Джилл: заблокировать травму
Джилл, обратившаяся ко мне по поводу депрессии, тревоги и приступов паники, рассказала, что видела сон, в котором младенца смывали в туалет. Джилл поведала мне про этот сон в день, когда прошло ровно два года с прерывания ее первой и единственной беременности; позднее я узнал, что прерывание беременности нанесло Джилл огромную психологическую травму. До этого она ни разу не рассказывала мне о том аборте. В свое время это событие очень тревожило ее, но затем, на протяжении почти двух лет она практически не задумывалась о нем, как будто полностью закрыв своему сознанию доступ к этому воспоминанию.
После аборта оказалось, что у Джилл не было никого, кто помог бы ей пережить случившееся. Не было человека, с которым она чувствовала бы себя в безопасности. Благодаря сну Джилл мы начали изучать недостаток безопасности и защищенности, с которым она столкнулась в начале жизни. По сути, у нее была травма с большой буквы «Т»: прерывание беременности. Однако, судя по всему, полученные в детстве травмы с маленькой буквы «т», связанные с хаосом в семье и нехваткой родительского внимания, заложили основание для психологической травмы, вызванной прерыванием беременности.

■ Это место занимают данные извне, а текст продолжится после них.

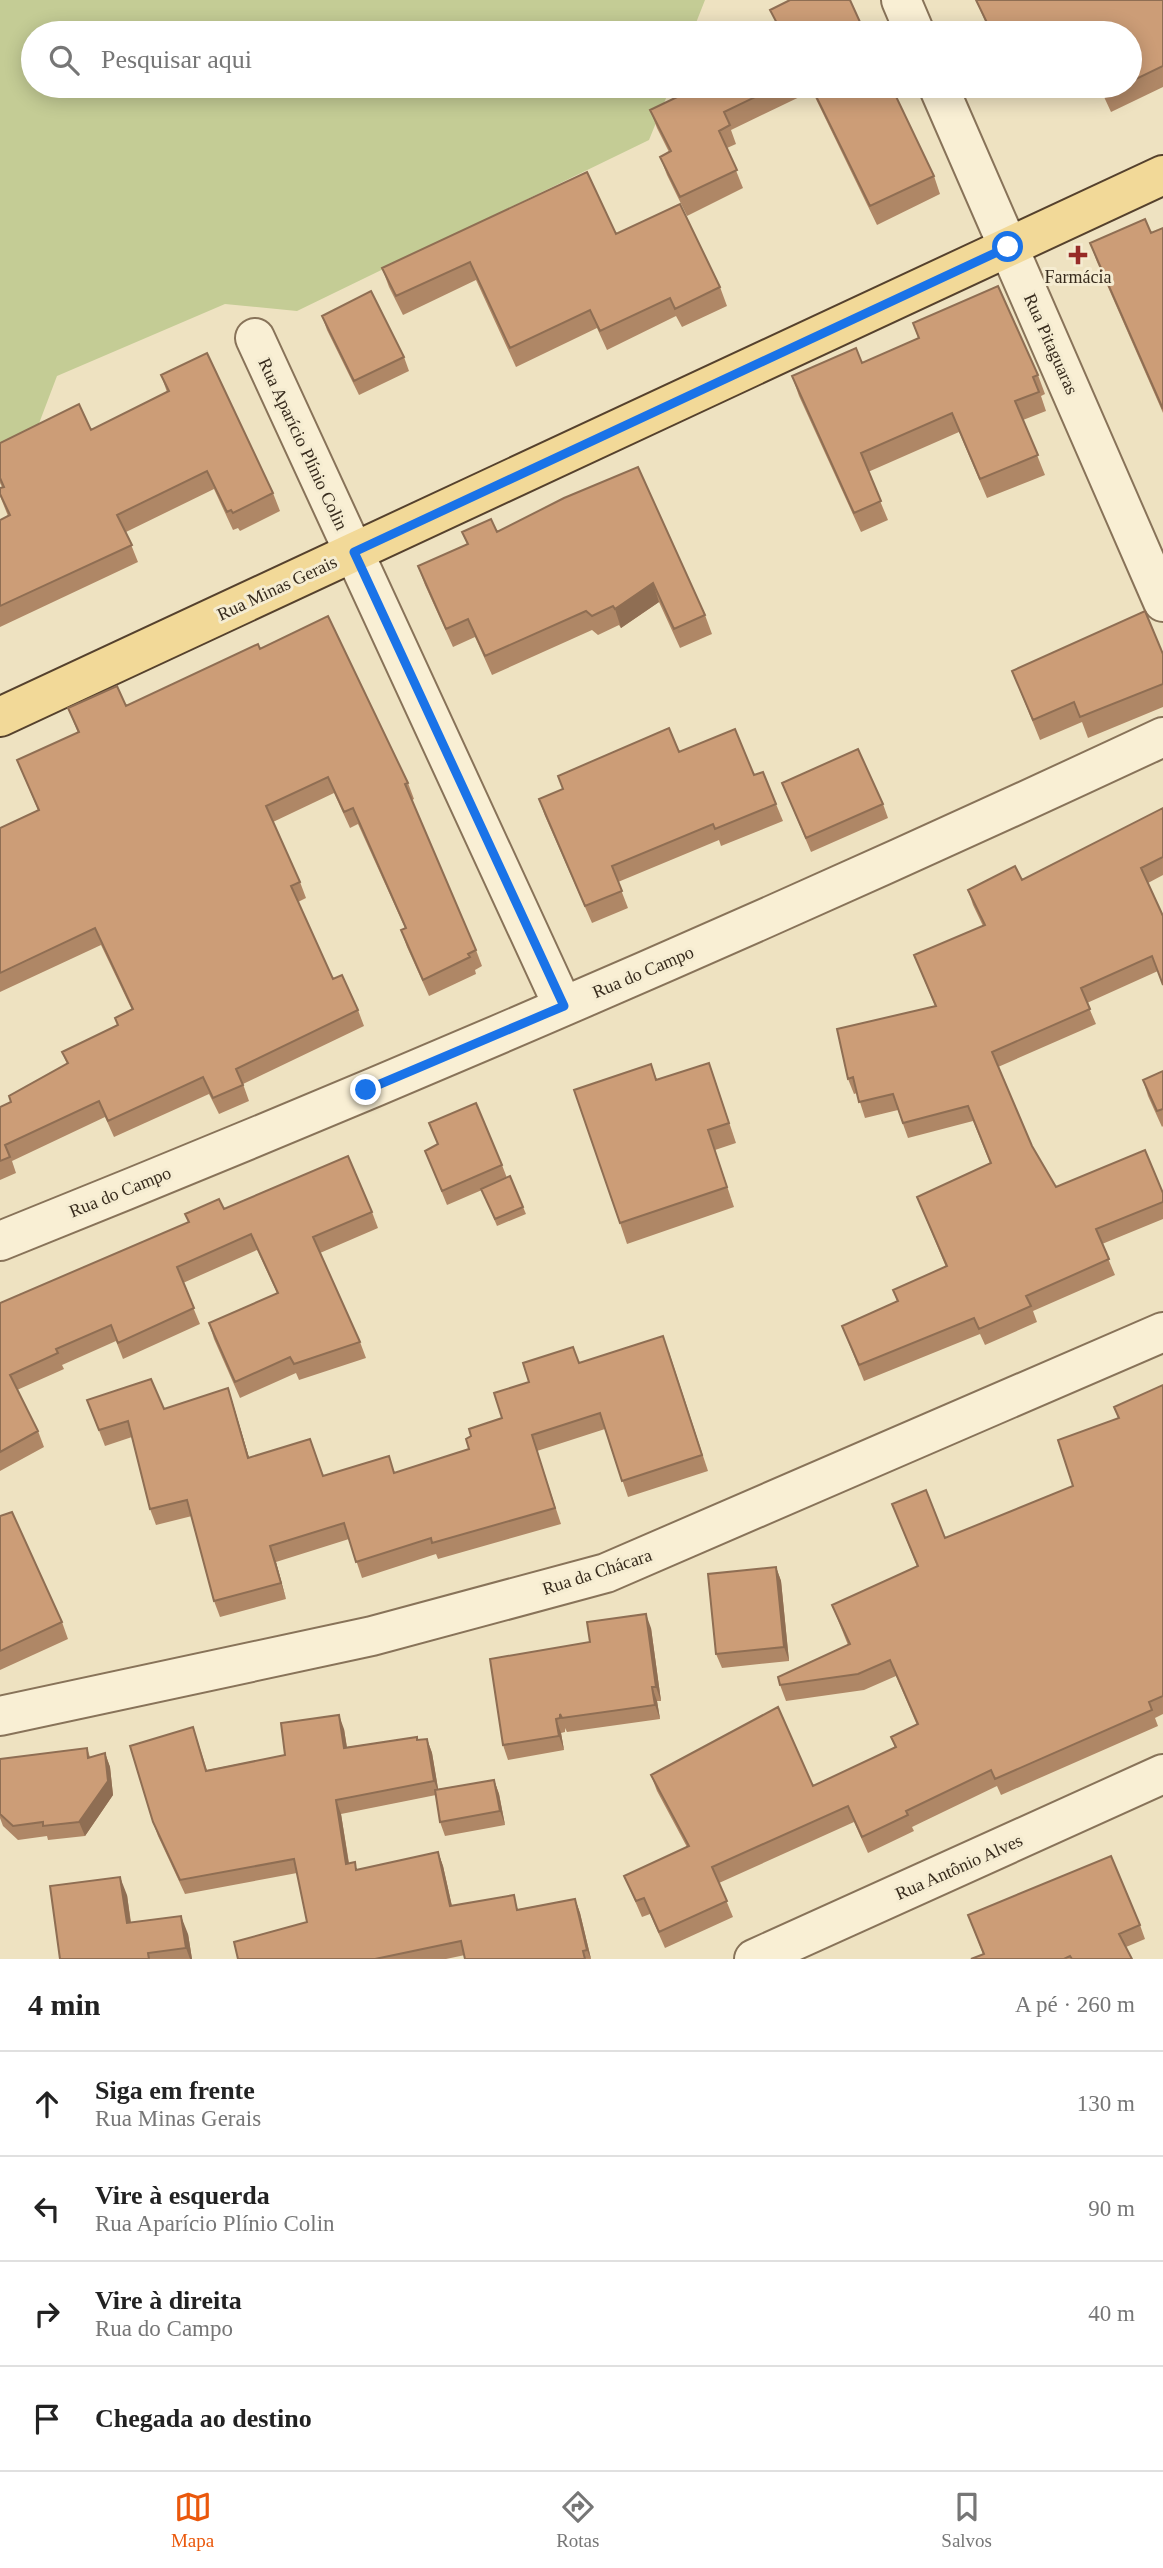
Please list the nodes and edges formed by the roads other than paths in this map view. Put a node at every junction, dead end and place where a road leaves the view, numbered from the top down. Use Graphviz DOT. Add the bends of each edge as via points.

Подавление или блокирование мыслей о происшествии – не единственная причина, по которой многие испытывают сложности с осознанием или озвучиванием своей психологической травмы. С практической точки зрения, психологическая травма, как с большой, так и с маленькой буквы «т», может сильно повлиять на способность мыслить и использовать речь, чтобы понять и внутренне переработать травматические события. Исследования показывают, что отвержение и насилие, пережитое в детстве, уменьшают у жертв количество серого вещества в областях мозга, связанных с самоконтролем. Мы не знаем, почему количество серого вещества снижается, но зато мы знаем, что стресс может убивать клетки в гиппокампе взрослого человека. Возможно, испытываемый ребенком недостаток безопасности повышает у него уровень гормонов стресса, что разрушительно влияет на его серое вещество. Как бы то ни было, выводы очевидны: насилие и отвержение, пережитые в раннем детстве, могут оказать пожизненное негативное влияние на мозг, на всю оставшуюся жизнь нарушив способность человека к саморегуляции.
Если помочь пациенту осознать, насколько события его прошлого были травматичны, это может оказаться залогом успеха в исцелении психологической травмы, как это и произошло с Робин и Джилл. Пациентам с психологическими травмами даже могут поставить неверный диагноз, именно из-за того, что их травматический опыт глубоко захоронен в их памяти. Мне встречалось множество случаев, когда психологическую травму и ПТСР ошибочно принимали за другое расстройство, такое как генерализованное тревожное расстройство, большая депрессия, паническое расстройство, ОКР или психосоматические расстройства, например, мигрень или синдром раздраженного кишечника. Лечение другого, ошибочно диагностированного расстройства часто может дать результаты на некоторое время, однако затем эффективность терапии падает. Когда на обследование приходит пациент и в анамнезе у него есть несколько психосоматических проблем, множество различных психиатрических диагнозов и множество неудачных попыток терапии, у меня всегда появляется подозрение, что в данном случае проглядели психологическую травму. При тщательном обследовании нередко оказывается, что пациенты, которым ранее ставили диагноз пограничного расстройства личности, на самом деле перенесли психологическую травму.
Вместо психологической травмы и ПТСР часто ставят другой, неверный диагноз, отчасти потому, что травма нарушает способность человека эмоционально переработать связанные с ней переживания. Во время чрезвычайно травмирующих эпизодов отключаются высшие корковые центры. Происходит активное подавление речевых центров. Формирование воспоминаний нарушается из-за выключения путей, связывающих лобную кору с центрами памяти в гиппокампе. Мы часто говорим нечто вроде: «Мои чувства не передать словами». В травмирующих ситуациях так может происходить по-настоящему из-за отключения мозговых центров речи и памяти, о котором я только что написал. Некоторые получают настолько глубокие раны, что после этого не хотят или не могут изложить связную историю о произошедшем. Событие сохраняется в мозге так, как вы его пережили, в первозданном, исходном, необработанном виде, не встроенным в более глобальные сети воспоминаний. Воспоминание существует, но вы не можете донести его до окружающих или вызвать в памяти в привычном смысле этого слова.